The way I approach single-issue voters is to try to show them that their single issue is never just that issue. My brain is weird in that I seek connections between issues. The textbook example here is the famous Freakonomics link between legalizing abortion and declines in violent crime. In my experience, there are very few truly independent issues, and those issues are rarely the ones that inspire major disagreements. I approach single-issue voters in a similar manner to party line voters: I point out the unintended consequences of their positions, not to persuade them to change their mind, but perhaps to change the rigor of their stance. Maybe I can convince the person who wants to ban all Muslims from entering the U.S. that this is a bad idea because it might cause majority Muslim countries to ban Americans or American products.

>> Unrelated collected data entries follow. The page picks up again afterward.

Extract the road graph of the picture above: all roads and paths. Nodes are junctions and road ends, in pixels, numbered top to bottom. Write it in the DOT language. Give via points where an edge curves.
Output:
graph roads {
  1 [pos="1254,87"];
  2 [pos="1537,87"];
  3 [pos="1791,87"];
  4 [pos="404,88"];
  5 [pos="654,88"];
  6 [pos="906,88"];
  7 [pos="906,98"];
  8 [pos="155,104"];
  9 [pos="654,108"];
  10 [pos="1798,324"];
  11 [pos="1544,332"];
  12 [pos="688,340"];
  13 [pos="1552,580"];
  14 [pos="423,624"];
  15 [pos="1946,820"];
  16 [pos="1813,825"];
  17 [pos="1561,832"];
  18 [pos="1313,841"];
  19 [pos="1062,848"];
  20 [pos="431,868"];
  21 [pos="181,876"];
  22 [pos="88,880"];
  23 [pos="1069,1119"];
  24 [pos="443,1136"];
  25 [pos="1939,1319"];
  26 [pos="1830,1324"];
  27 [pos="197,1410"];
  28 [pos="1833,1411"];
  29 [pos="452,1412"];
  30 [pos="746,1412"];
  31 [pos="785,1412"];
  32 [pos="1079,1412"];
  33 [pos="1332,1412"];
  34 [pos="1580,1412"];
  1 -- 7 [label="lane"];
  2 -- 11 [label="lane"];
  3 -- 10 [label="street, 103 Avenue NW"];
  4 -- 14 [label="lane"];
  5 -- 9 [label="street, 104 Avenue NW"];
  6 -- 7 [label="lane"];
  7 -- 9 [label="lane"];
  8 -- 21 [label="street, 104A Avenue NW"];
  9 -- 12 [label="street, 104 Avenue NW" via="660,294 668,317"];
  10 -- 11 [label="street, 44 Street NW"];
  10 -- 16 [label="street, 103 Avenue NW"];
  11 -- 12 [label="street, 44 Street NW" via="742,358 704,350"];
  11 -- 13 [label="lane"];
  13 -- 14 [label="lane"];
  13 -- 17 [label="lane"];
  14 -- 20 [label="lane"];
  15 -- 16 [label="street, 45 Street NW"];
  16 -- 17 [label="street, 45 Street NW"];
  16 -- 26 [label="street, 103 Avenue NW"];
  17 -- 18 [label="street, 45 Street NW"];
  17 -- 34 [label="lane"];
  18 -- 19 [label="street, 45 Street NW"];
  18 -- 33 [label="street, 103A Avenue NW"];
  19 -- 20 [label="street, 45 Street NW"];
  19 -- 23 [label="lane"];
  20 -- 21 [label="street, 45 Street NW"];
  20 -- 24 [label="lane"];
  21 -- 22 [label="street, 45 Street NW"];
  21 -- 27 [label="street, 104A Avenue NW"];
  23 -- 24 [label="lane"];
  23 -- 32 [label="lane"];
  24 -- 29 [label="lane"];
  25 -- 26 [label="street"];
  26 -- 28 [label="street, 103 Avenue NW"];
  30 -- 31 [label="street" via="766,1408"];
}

But the important thing is to listen and discuss, politely and with understanding. There are some people with whom I disagree on many issues, many of whom I respect deeply, because our disagreement comes from a difference in core beliefs rather than a lack of understanding of the issues. For example, I am pretty cynical when it comes to thinking that people, in general, act more often out of selfishness than altruism, but I respect people who have a more positive view of humanity and make decisions accordingly.
3. Expand your circle of friends.
I’m pretty weird in that my circle of friends is pretty ridiculously diverse. I have friends who are millionaires, and I have friends who are on public assistance. I have friends of about a dozen religions and no religion. The ethnic diversity of my friends rivals the United Nations. I have friends in New York and Los Angeles, friends in Iowa, Nebraska, and Alaska, and friends in Australia, Norway, Israel, and India.
Locally, I’m a liberal. Nationally, I’m a moderate. Globally, I’m a conservative.
I remember reading a quote from a New York columnist who couldn’t comprehend how George W. Bush won the 2000 election, because she didn’t know a single person who voted for him. Likewise, I have some rural friends who can’t understand how Obama won, since everyone they know voted for McCain and Romney. In contrast, I have friends who are passionate about Trump, Clinton, Johnson, and Stein–and I understand why all of them are voting the way they are voting. It’s probably a big part of the reason why I don’t particularly care for any of the candidates, because I have repeatedly heard about the evils of all of them.
More importantly, it also shows that I don’t pick my friends because of their political choices, and that I believe that deep down we really all want the same big picture goal: For all people to have a decent quality of life and the potential to succeed. We may disagree on what those things mean, but that’s less important than the underlying good we all seek.
Please try to understand that people who disagree with you aren’t disagreeing because they are evil, or because they are stupid, or because they are selfish. More likely, they disagree because they have different ideas of what a good, successful America means and what are the best ways to get there. So after the election, find common ground, make new friends, and move forward together. It will be easier if you don’t call them names today.